"The basis of this system is trust," says Sencun Zhu, assistant professor of computer science and engineering. "You need to trust the entity that distributes the system's sensors, so you can rely on all the monitored cars having the goal of protecting your car and others from theft."
Working with Guohong Cao, associate professor of computer science and engineering, and Hui Song, recent Penn State graduate and now an assistant professor at Frostburg State University, Zhu developed a monitoring system that relies on a network formed by the cars parked in a parking lot. When a car enters a lot and parks, the sensor is alerted – probably when the car door locks -- and it sends out a signal that in essence says, "hello, I am here." Sensors in nearby cars acknowledge the signal and incorporate the new car into their network. Periodically, each car sends out a signal indicating that it is still there. When the driver unlocks the car, the sensor sends out a "goodbye" message and the network removes that car, and it drives away.

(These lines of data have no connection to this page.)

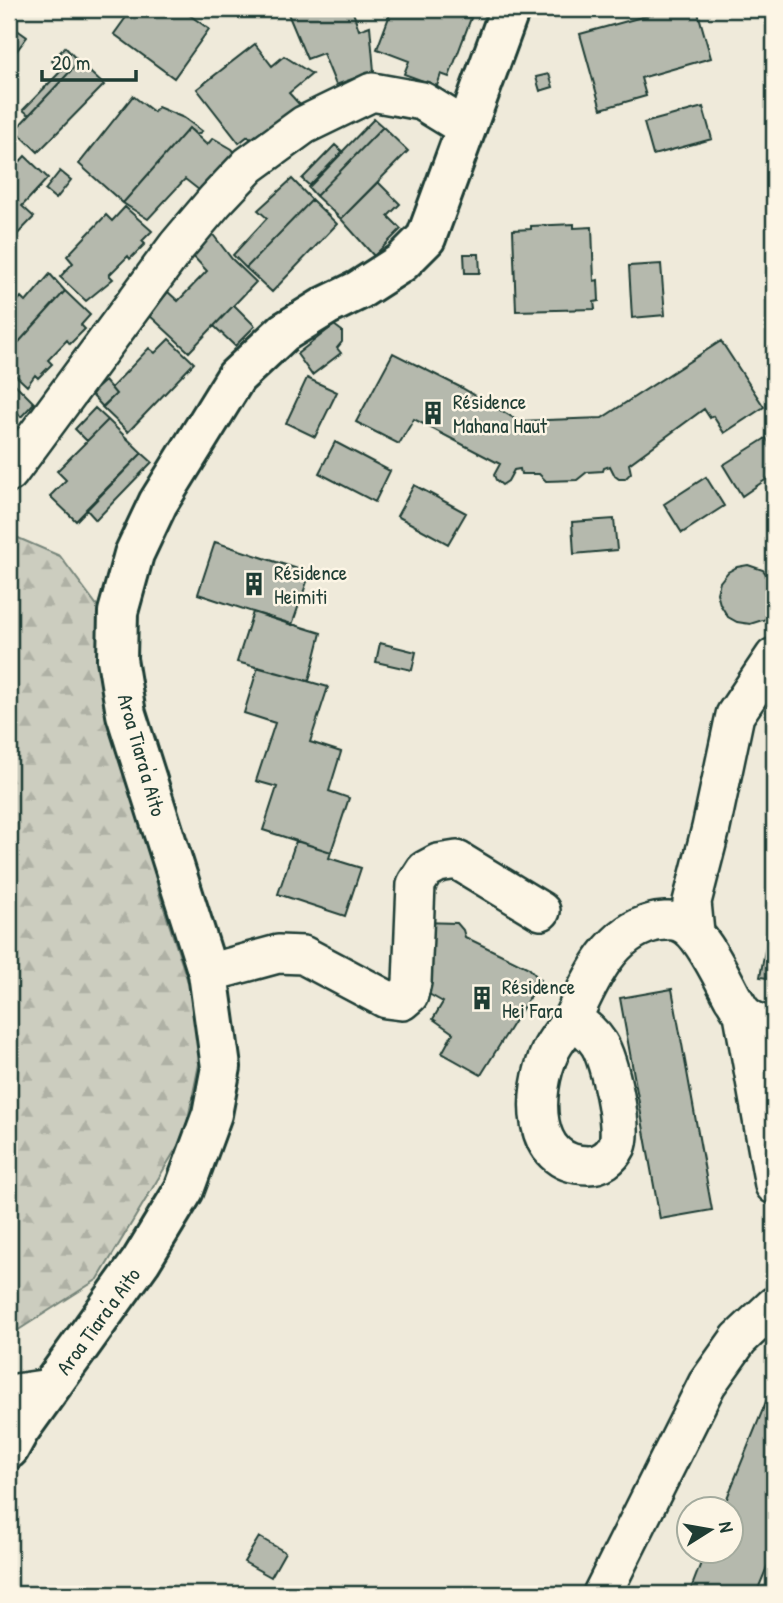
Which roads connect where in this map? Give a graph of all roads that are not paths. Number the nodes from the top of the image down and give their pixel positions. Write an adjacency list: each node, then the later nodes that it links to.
1 (510, 9): 2 (main road, Aroa Tiara'a Aito)
2 (466, 128): 3 (street); 7 (main road, Aroa Tiara'a Aito)
3 (9, 473)
4 (774, 657): 6 (street)
5 (541, 911): 7 (street)
6 (695, 933): 8 (street); 9 (street)
7 (208, 973): 12 (main road, Aroa Tiara'a Aito)
8 (572, 1018)
9 (758, 1020): 10 (street)
10 (774, 1185)
11 (774, 1306): 15 (street)
12 (50, 1388): 13 (street); 14 (main road, Aroa Tiara'a Aito)
13 (9, 1394)
14 (9, 1449)
15 (601, 1594)

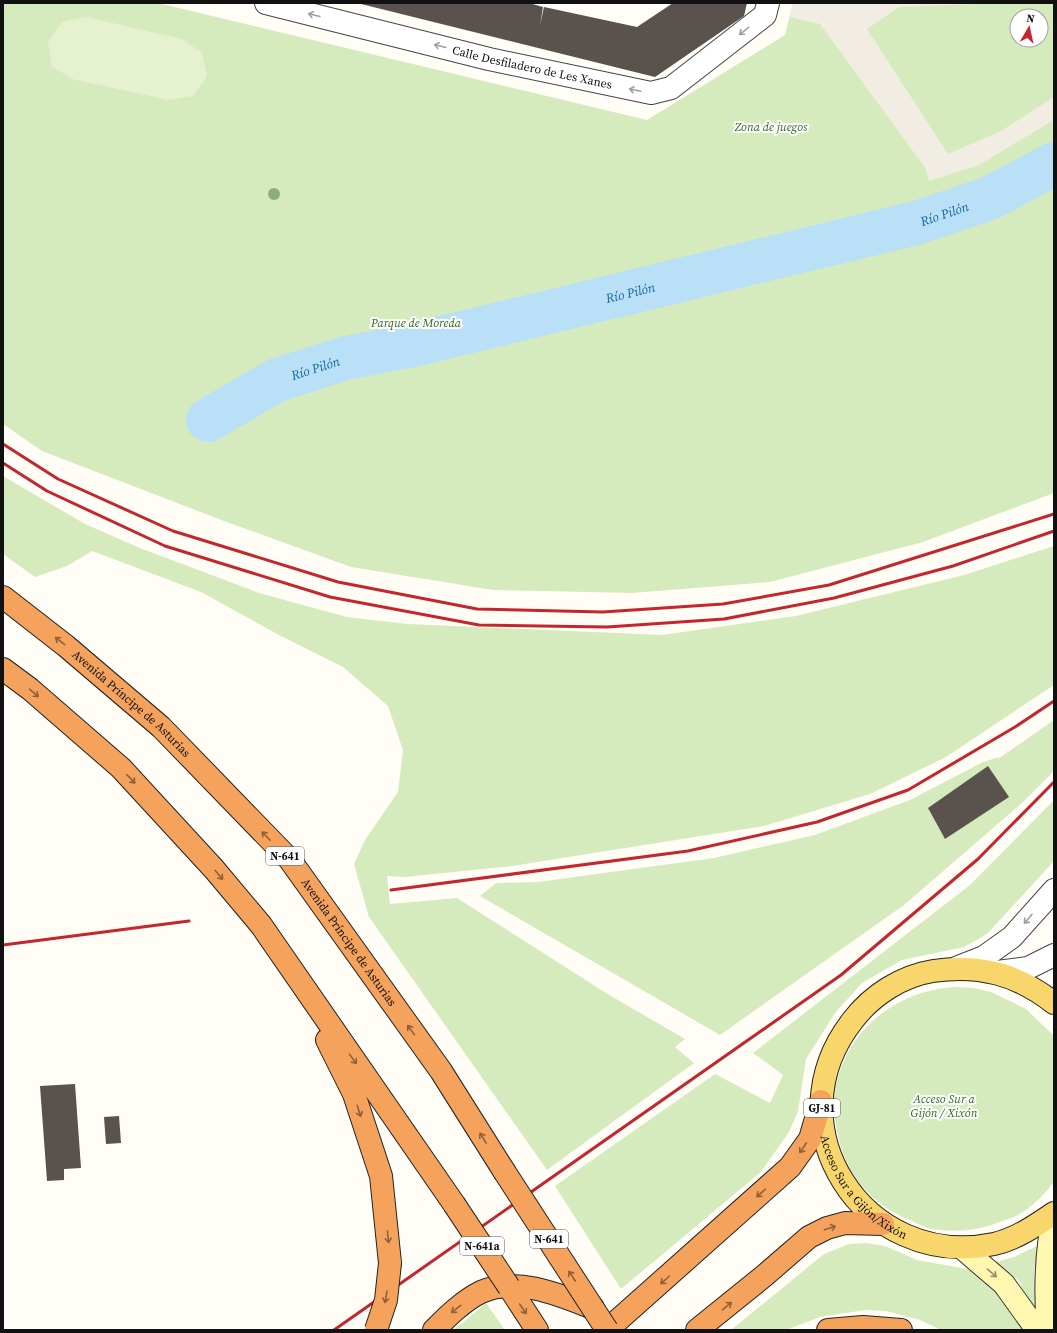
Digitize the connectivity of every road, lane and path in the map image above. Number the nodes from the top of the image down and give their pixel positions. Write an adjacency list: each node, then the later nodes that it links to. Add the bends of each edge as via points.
1 (266, 3): 2 (street, Calle Desfiladero de Les Xanes, one-way to 1, via 766,15 671,88 651,93 488,58)
2 (768, 3)
3 (3, 597): 17 (highway, Avenida Príncipe de Asturias / N-641, one-way to 3, bridge, via 441,1071 290,860 161,727 66,646)
4 (3, 669): 9 (highway, one-way to 9, via 30,689 121,768 214,869 261,925)
5 (1054, 890): 7 (street, one-way to 7, via 1012,937 984,957)
6 (1054, 955): 8 (street, via 1028,968)
7 (956, 968): 8 (main road, Acceso Sur a Gijón/Xixón / GJ-81); 11 (main road, Acceso Sur a Gijón/Xixón / GJ-81, via 922,973 896,984 862,1008 840,1036 827,1067)
8 (997, 972): 10 (main road, Acceso Sur a Gijón/Xixón / GJ-81, via 1027,984)
9 (295, 974): 16 (highway, N-641a, one-way to 16, bridge); 18 (highway, one-way to 18, bridge, via 354,1094 381,1176 390,1263 386,1300)
10 (1054, 1000)
11 (821, 1102): 13 (main road, Acceso Sur a Gijón/Xixón / GJ-81, via 827,1149 848,1192); 21 (highway, GJ-81, one-way to 21, via 810,1139 790,1167)
12 (1054, 1214): 14 (main road, Acceso Sur a Gijón/Xixón / GJ-81, via 1026,1232 995,1244); 15 (street, via 1051,1228)
13 (883, 1224): 14 (main road, Acceso Sur a Gijón/Xixón / GJ-81, via 908,1237 934,1246); 22 (highway, GJ-81, one-way to 13, via 809,1237 845,1223)
14 (962, 1248): 25 (street, one-way to 25, via 1004,1284)
15 (1051, 1277): 26 (street, via 1046,1301)
16 (509, 1287): 17 (highway, via 524,1287 563,1296); 19 (highway, one-way to 19, via 481,1292 455,1309); 20 (highway, one-way to 20)
17 (593, 1308): 21 (highway, Avenida Príncipe de Asturias / N-641, bridge)
18 (376, 1330)
19 (434, 1330)
20 (537, 1330)
21 (607, 1330)
22 (697, 1330)
23 (828, 1330): 24 (highway, via 863,1327)
24 (901, 1330)
25 (1037, 1330)
26 (1048, 1330)

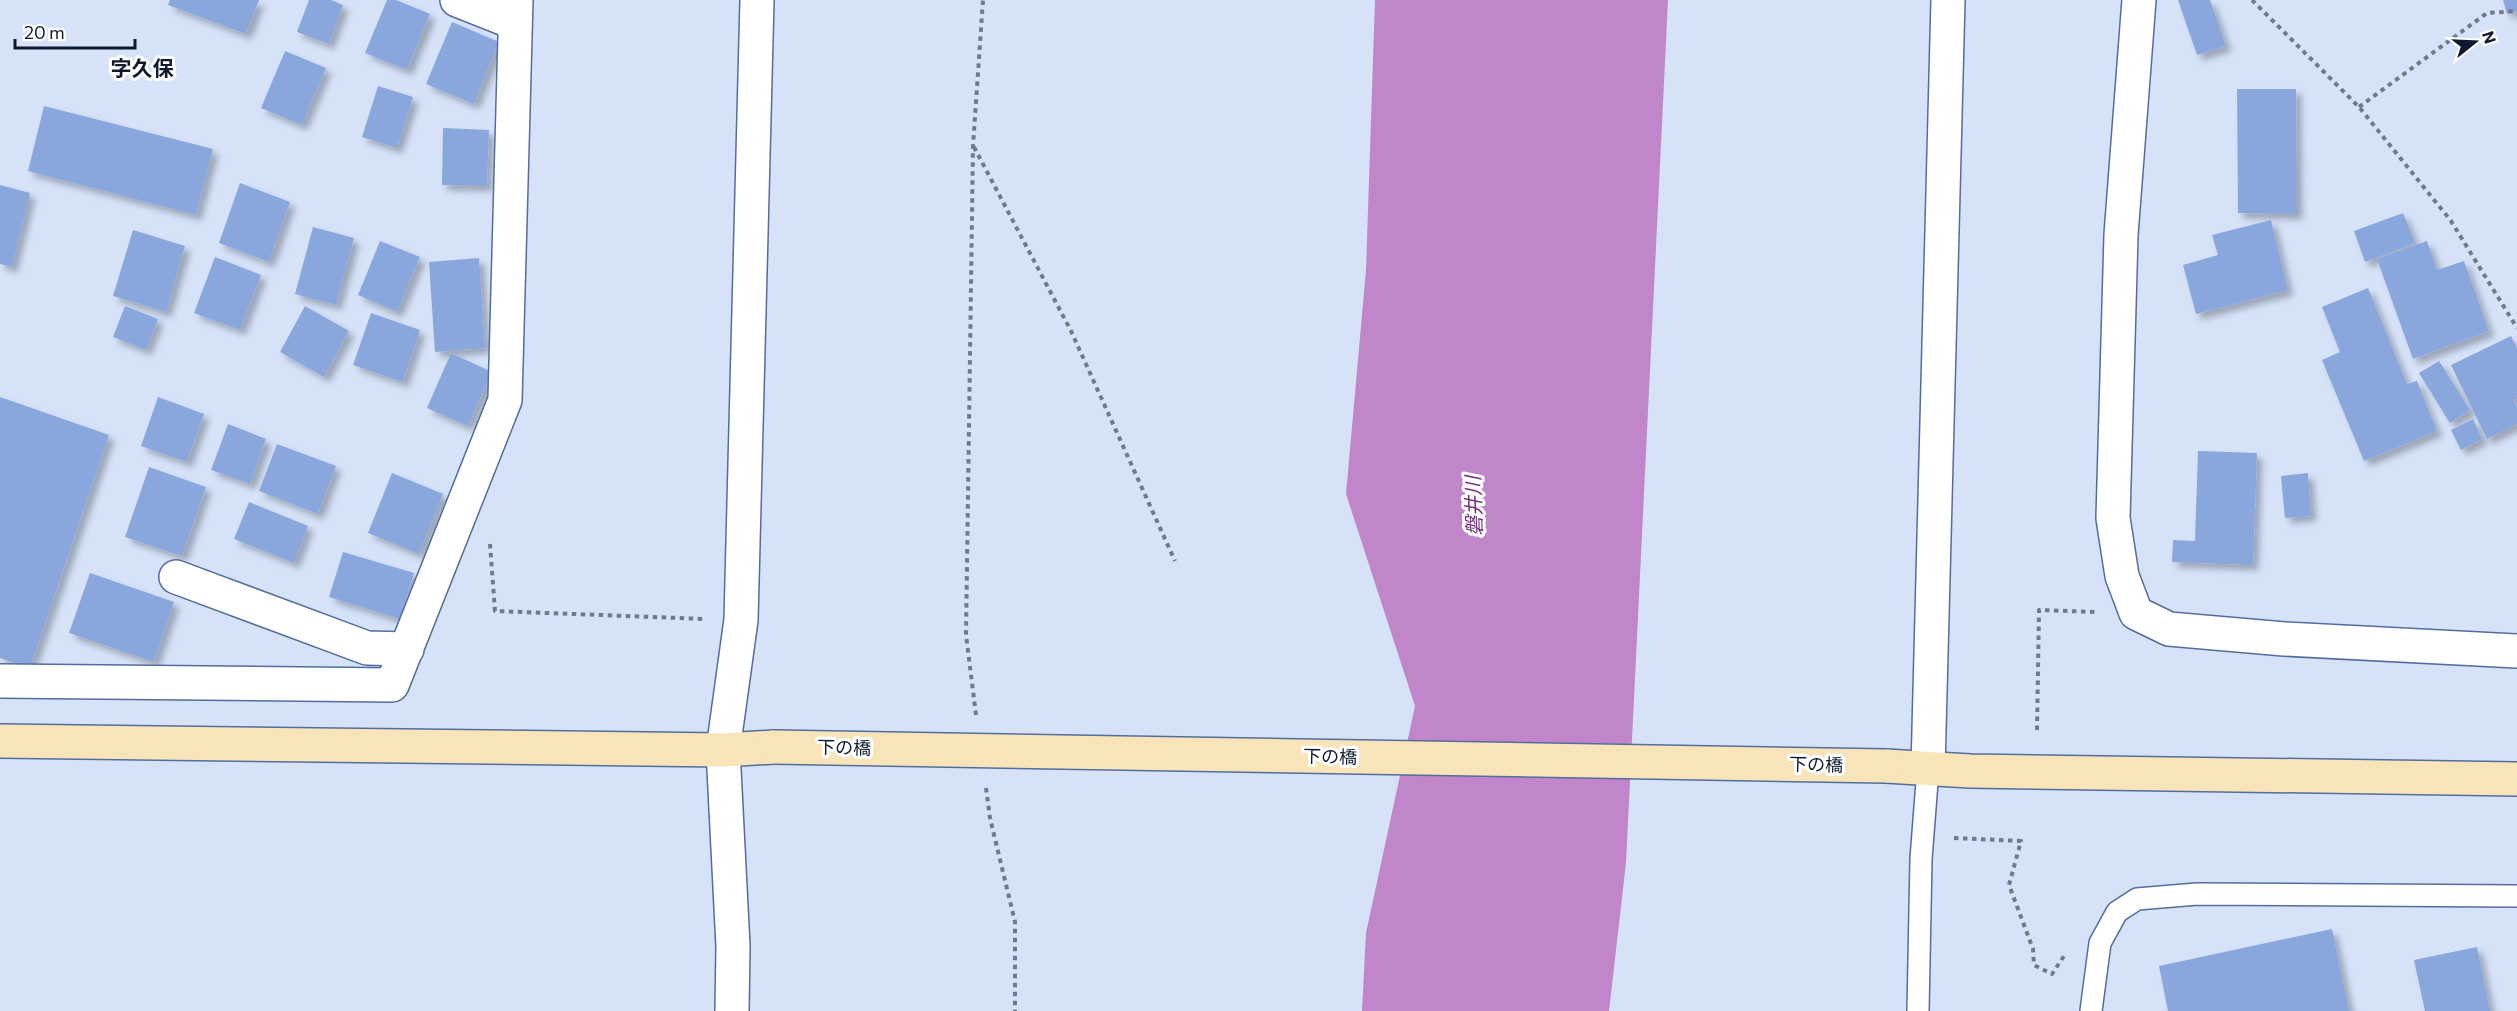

If, however, a car leaves the network without issuing a goodbye message, the other cars will notice the absence or the "still here" message. Once the system has confirmed that the car is gone, checking that other cars have not received the "still here" message, the monitoring sensor sends a signal identifying the car to the base unit in the parking lot, which will phone the owner to indicate the car is missing. The owner can then check it out.
"Our thought is that the apartment complex owner could provide the sensors with the parking stickers as an additional free perk," says Zhu, also assistant professor of information sciences and technology at Penn State. "All they need is the base unit, the car owner's phone number and the sensors in the car for the car should be safe in the lot."
If a car is stolen from the lot, it is preferable that the theft be noticed and reported before the car leaves the lot, but if it is not, the Sensor network-based Vehicle Anti-Theft system, SVATS, has another layer of protection.
Although the main or master sensor needs to be connected to the car's power system and so is fairly easily disabled by thieves, other slave sensors would be distributed in the car. These sensors might be activated when the master sensor no longer operates and begin to send out an identification signal. The researchers hope to be able to use existing wireless devices that are at intersections and roadsides, to track the sensors in the stolen car. While these wireless nodes are not on every street, in areas where they are used to sense traffic patterns, stop light timing and other things, they can be used to track stolen cars. Because the slave sensors are very small, they would be very difficult to locate and destroy, while conventional location equipment, such as various G.P.S. systems, can be identified and neutralized.
"Right now the sensors we are testing are about the size of a dollar coin with leads coming off," says Zhu. "We will eventually make them only about a cubic millimeter, small enough to embed in a parking sticker and very inexpensive to manufacture." A cubic millimeter is about the size of an ice cream sprinkle.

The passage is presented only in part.